A simulation model was constructed to quantify the relations between decomposing S.anglica detritus, bacteria and their grazers (chapter VI). The model takes the various stages of above ground litter decomposition into account. The heterogeneity of the decomposing litter was described by a number of successive quality classes. Decomposition was considered to be primarily a microbial process. The microbial population was assumed to consist of a number of successional species each possessing a unique preference for the different quality classes. Grazers were all considered as a single species grazing upon all microbial species. Three mechanisms by which grazers may stimulate decomposition were evaluated using the data from the laboratory study presented in chapter IV. In the first place: if the microbial population grows to a certain maximal density than removing microbial biomass by grazers may stimulate decomposition since space is created for growth of new microbes at the expense of organic substrate. In the second place: the excretion of highly nutritive mucus by grazers may stimulate bacterial growth. In the third place: reworking of the sediment-detritus-microbial mixture in the grooves of the leaves (see also chapter II), or in the upper layer of the sediment may increase the oxygen availability and may, by mechanical force, enlarge the surface of the substrate on which the microbes attack. The model calculations suggested that removing of microbial biomass by grazers has some stimulatory effect on the decomposition rate of detritus, but not enough to account for the total effect. Recycling of organic matter by excretion of mucus seemed to have no effect at all.
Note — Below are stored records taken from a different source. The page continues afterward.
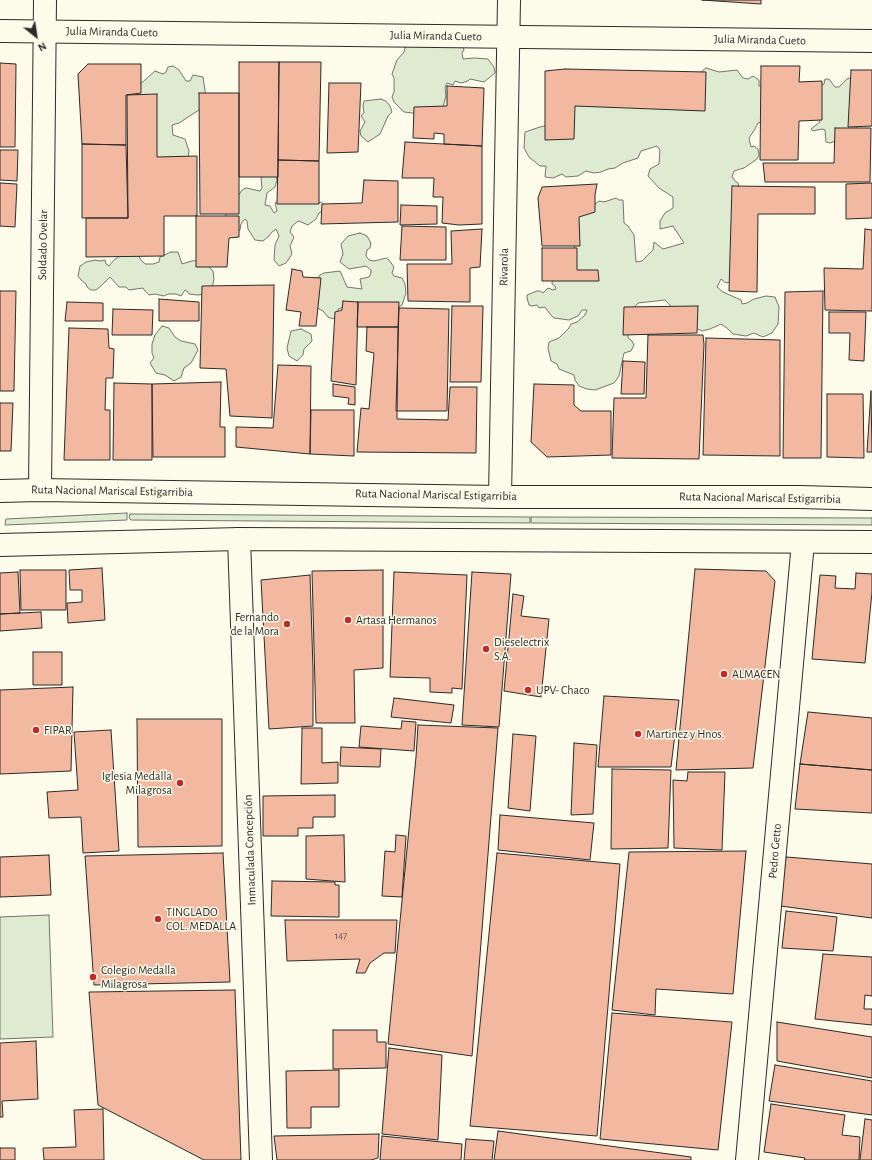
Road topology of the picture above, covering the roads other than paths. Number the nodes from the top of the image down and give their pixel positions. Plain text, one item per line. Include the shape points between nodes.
1 (45, 0) edge
2 (509, 0) edge
3 (0, 31) edge
4 (45, 31) junction
5 (509, 37) junction
6 (872, 41) edge
7 (40, 490) junction
8 (0, 491) edge
9 (500, 496) junction
10 (872, 499) edge
11 (239, 539) junction
12 (803, 542) junction
13 (872, 542) edge
14 (0, 545) edge
15 (260, 1160) edge
16 (747, 1160) edge

1 - 4 main road, Soldado Ovelar
2 - 5 main road, Rivarola
3 - 4 main road, Julia Miranda Cueto
4 - 5 main road, Julia Miranda Cueto
4 - 7 main road, Soldado Ovelar
5 - 6 main road, Julia Miranda Cueto
5 - 9 main road, Rivarola
7 - 8 main road, Ruta Nacional Mariscal Estigarribia
7 - 9 main road, Ruta Nacional Mariscal Estigarribia
9 - 10 main road, Ruta Nacional Mariscal Estigarribia
11 - 12 main road
11 - 14 main road
11 - 15 main road, Inmaculada Concepción
12 - 13 main road
12 - 16 main road, Pedro Getto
According to the model, bioturbation or reworking contributed most to the stimulation of the decomposition rate.
The model was validated with field data. The model could describe field data obtained from a variety of locations. The biomass of bacteria and grazers estimated by the model were in the same order of magnitude as those found in the field. The model is useful to evaluate decomposition data from different studies and calculate an approximate amount of microbes and primary grazers available for higher trophic levels.
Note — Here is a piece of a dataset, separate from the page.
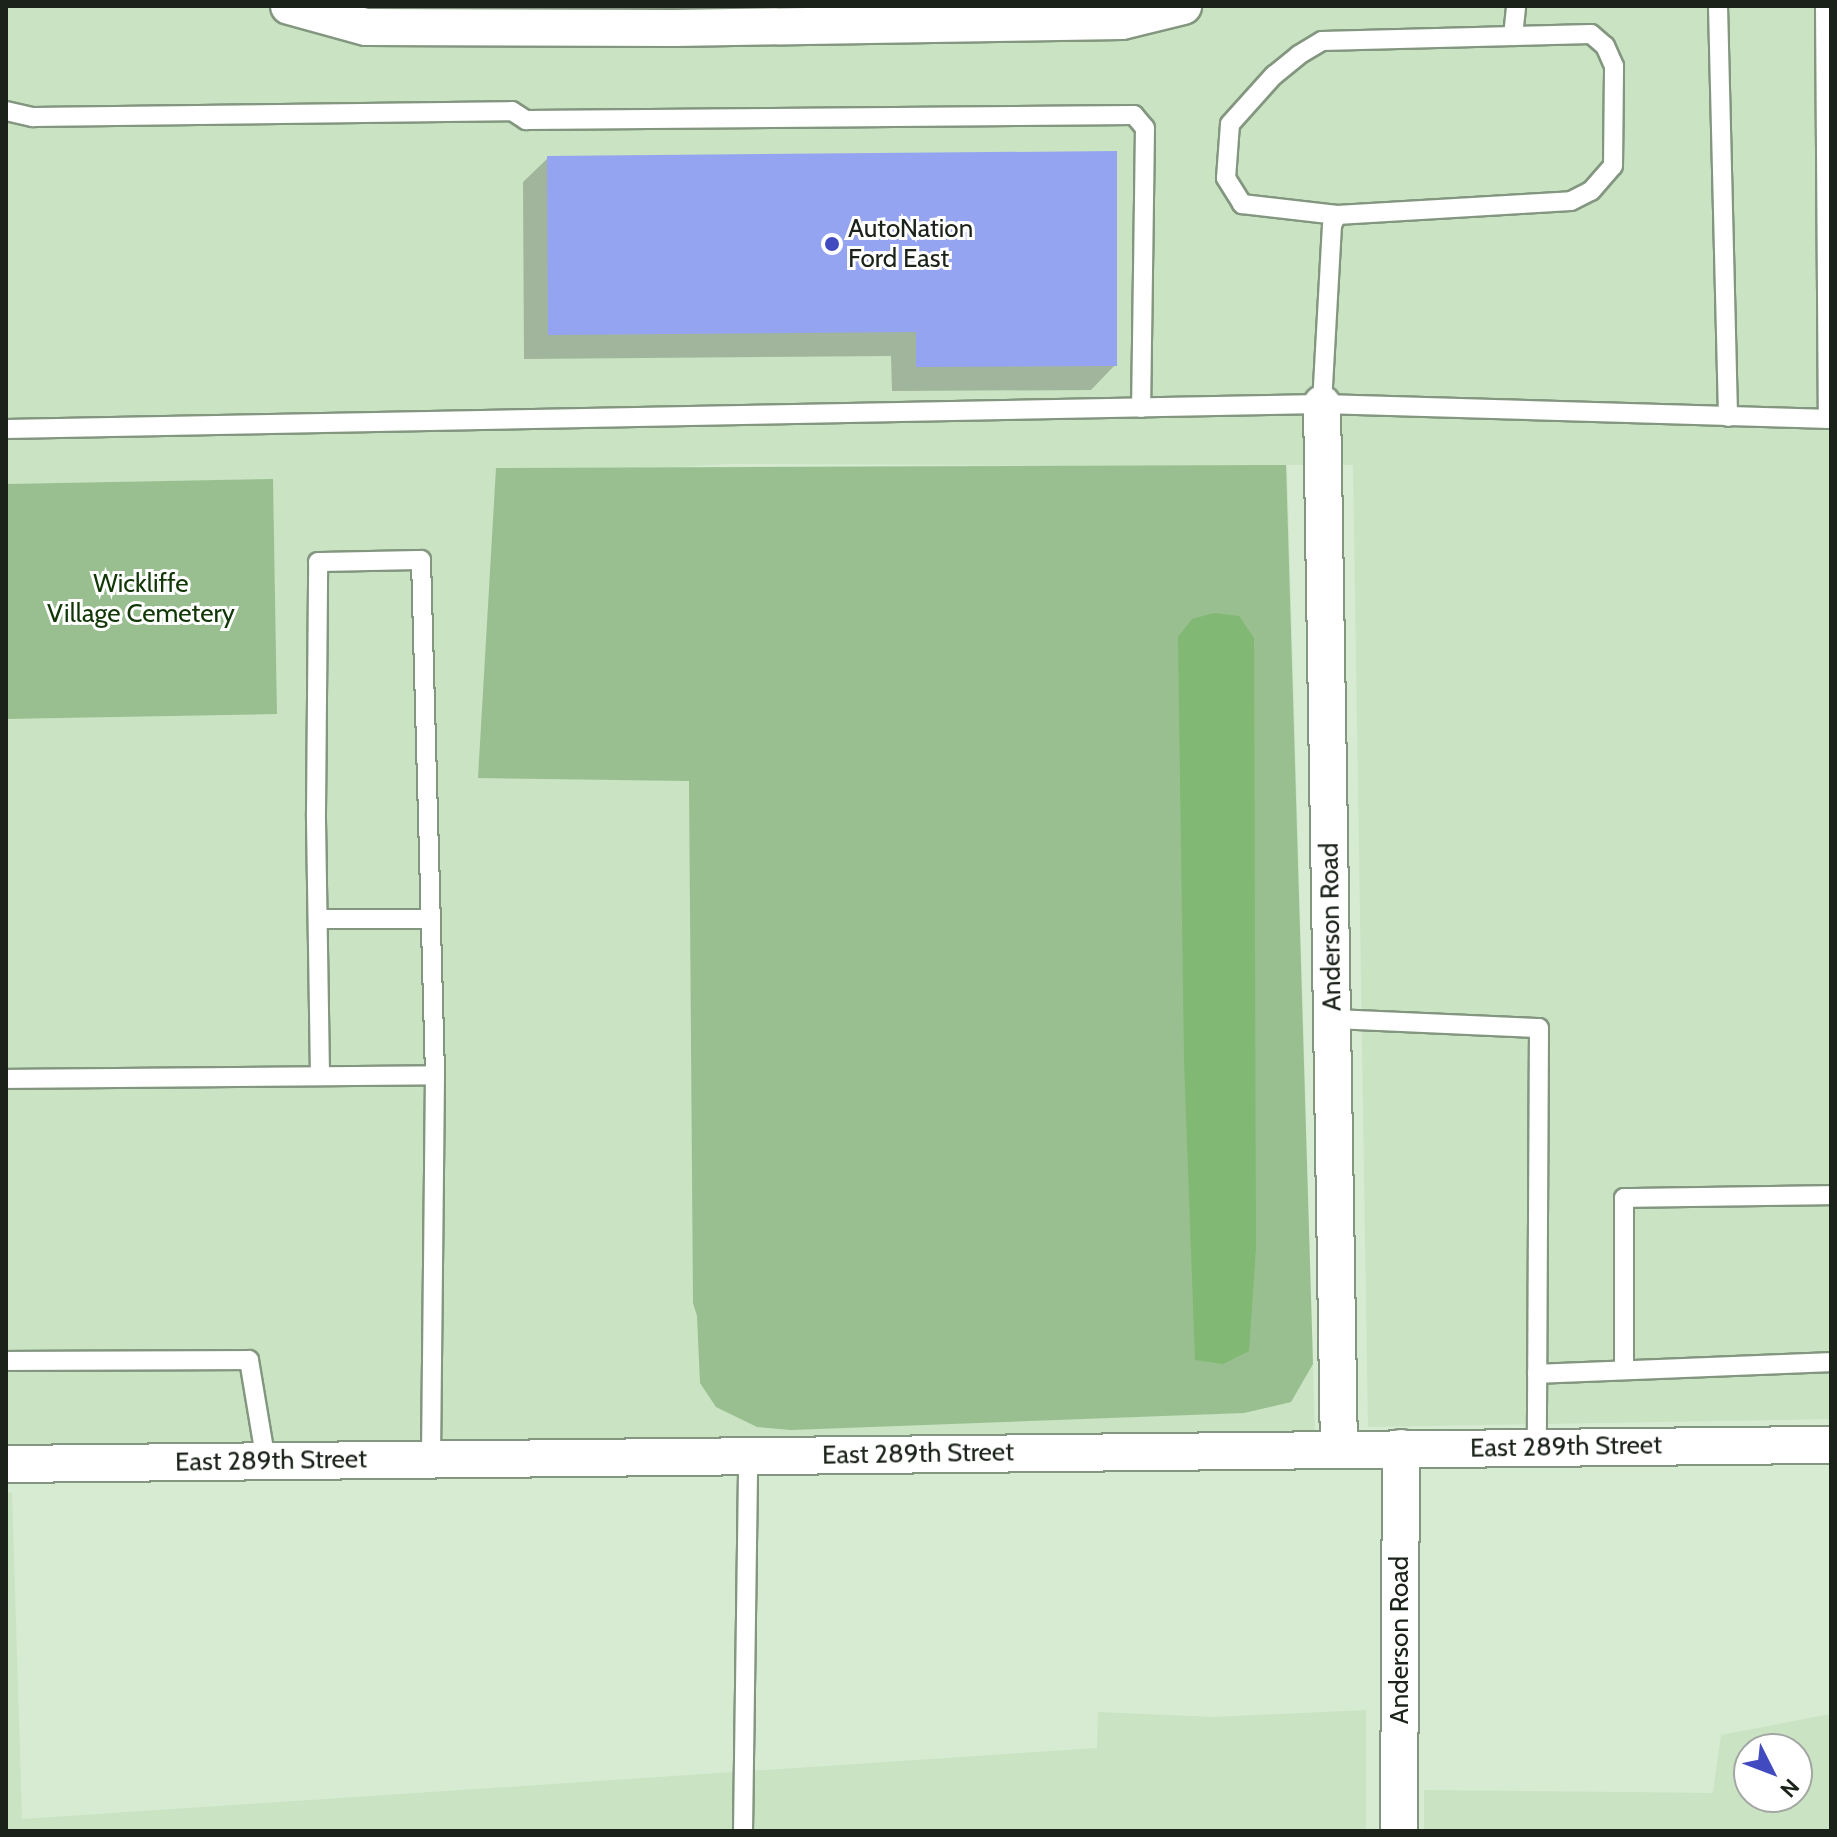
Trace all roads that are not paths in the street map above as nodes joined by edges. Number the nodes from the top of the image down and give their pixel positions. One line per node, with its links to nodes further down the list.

When the model calculations were performed over a period of about a year the stimulating effect of grazers gradually seemed to vanish. This is in agreement with the experiments described in chapter IV, which show that the effect of nematodes on decomposing yellow leaves were less pronounced than on green leaves. Thus, any stimulatory effect of nematodes on decomposition of Spartina anglica in the salt marsh may be restricted to the first stages of the decomposition process.